Test GET parameters, POST parameters, HTTP Cookie parameters, HTTP User-Agent header and HTTP Referer header to confirm whether there is SQL injection, it can also specify specific parameters in a comma-separated list to test.
The concurrent number of HTTP(S) requests can be set to improve the efficiency of blind injection.
7.John The Ripper
John the Ripper is a free open source software. It is a fast password cracking tool. It is used to try to crack the plaintext password cracking software when the ciphertext is known. It supports most current encryption algorithms, such as DES and MD4. , MD5, etc.
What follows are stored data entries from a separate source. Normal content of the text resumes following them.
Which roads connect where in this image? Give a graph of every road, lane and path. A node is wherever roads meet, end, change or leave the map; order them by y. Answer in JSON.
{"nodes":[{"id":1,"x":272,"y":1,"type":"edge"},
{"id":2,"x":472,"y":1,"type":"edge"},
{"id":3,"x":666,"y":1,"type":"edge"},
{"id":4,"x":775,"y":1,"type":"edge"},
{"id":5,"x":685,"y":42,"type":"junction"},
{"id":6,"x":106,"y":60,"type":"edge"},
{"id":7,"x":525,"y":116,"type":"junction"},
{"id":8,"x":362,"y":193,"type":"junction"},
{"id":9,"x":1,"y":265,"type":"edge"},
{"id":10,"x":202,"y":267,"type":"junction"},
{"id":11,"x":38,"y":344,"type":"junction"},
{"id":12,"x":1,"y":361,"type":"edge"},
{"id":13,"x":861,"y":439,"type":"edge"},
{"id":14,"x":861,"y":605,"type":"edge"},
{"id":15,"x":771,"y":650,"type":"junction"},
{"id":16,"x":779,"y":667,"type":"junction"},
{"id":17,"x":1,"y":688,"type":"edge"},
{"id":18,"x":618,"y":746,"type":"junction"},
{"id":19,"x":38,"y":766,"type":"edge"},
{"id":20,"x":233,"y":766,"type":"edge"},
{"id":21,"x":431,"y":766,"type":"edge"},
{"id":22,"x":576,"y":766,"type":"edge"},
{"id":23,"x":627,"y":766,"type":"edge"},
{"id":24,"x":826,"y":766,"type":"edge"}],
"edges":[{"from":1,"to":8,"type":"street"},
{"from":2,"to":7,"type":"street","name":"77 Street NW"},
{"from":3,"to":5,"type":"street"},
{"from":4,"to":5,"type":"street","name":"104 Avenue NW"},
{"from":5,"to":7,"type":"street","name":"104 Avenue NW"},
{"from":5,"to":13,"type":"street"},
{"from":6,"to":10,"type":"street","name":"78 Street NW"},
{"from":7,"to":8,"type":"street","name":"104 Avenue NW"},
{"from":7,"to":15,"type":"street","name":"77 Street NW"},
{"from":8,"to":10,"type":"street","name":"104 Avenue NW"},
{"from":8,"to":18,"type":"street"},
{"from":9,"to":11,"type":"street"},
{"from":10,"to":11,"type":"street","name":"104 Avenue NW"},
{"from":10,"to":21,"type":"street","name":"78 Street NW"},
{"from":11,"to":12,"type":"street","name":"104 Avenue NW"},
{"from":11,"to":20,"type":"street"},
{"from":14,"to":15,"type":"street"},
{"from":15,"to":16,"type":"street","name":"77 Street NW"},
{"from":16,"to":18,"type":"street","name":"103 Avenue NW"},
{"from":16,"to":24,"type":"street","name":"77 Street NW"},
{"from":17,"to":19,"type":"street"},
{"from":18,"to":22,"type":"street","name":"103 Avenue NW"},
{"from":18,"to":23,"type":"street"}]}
It supports many different types of system architectures, including Unix, Linux, Windows, DOS mode, BeOS and OpenVMS, and its main purpose is to crack Unix/Linux system passwords that are not strong enough.
8.THC Hydra
THC Hydra is a very popular password cracker developed by a very active and experienced development team. THC Hydra is a fast and stable web login attack tool that uses dictionary and brute force attacks to try a large number of password and login combinations to login pages. The attack tool supports a range of protocols, including mail (POP3, IMAP, etc.), databases, LDAP, SMB, VNC and SSH. ———————————————
Seeing this shows that you really want to learn hacking techniques. I have prepared the installation packages for all the tools mentioned above. Pay attention to the automatic sending.